((
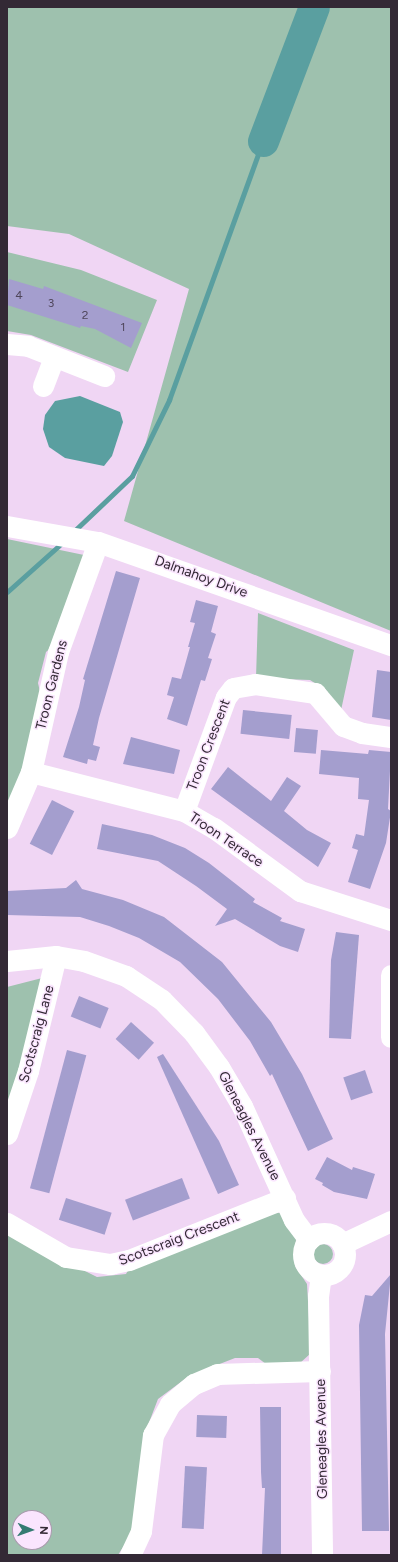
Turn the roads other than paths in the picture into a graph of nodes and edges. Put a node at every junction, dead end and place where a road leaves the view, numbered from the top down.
1 (7, 344) edge
2 (54, 356) junction
3 (104, 376) dead end
4 (43, 386) dead end
5 (7, 526) edge
6 (98, 542) junction
7 (391, 645) edge
8 (391, 737) edge
9 (31, 772) junction
10 (184, 811) junction
11 (7, 828) edge
12 (391, 920) edge
13 (56, 956) junction
14 (7, 962) edge
15 (391, 975) edge
16 (391, 1037) edge
17 (7, 1134) edge
18 (285, 1198) junction
19 (391, 1220) edge
20 (7, 1223) edge
21 (309, 1240) junction
22 (342, 1244) junction
23 (321, 1275) junction
24 (320, 1371) junction
25 (130, 1555) edge
26 (322, 1555) edge

1 - 2 street
2 - 3 street
2 - 4 street
5 - 6 street, Dalmahoy Drive
6 - 7 street, Dalmahoy Drive
6 - 9 street, Troon Gardens
8 - 10 street, Troon Crescent
9 - 10 street, Troon Terrace
9 - 11 street, Troon Gardens
10 - 12 street, Troon Terrace
13 - 14 street, Gleneagles Avenue
13 - 17 street, Scotscraig Lane
13 - 18 street, Gleneagles Avenue
15 - 16 street
18 - 20 street, Scotscraig Crescent
18 - 21 street, Gleneagles Avenue
19 - 22 street
21 - 22 street
21 - 23 street
22 - 23 street
23 - 24 street, Gleneagles Avenue
24 - 25 street
24 - 26 street, Gleneagles Avenue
))
[Goal of the exercise] What lines in the listing include the string "Gleneagles"? Copy them out.

[Written response]
13 - 14 street, Gleneagles Avenue
13 - 18 street, Gleneagles Avenue
18 - 21 street, Gleneagles Avenue
23 - 24 street, Gleneagles Avenue
24 - 26 street, Gleneagles Avenue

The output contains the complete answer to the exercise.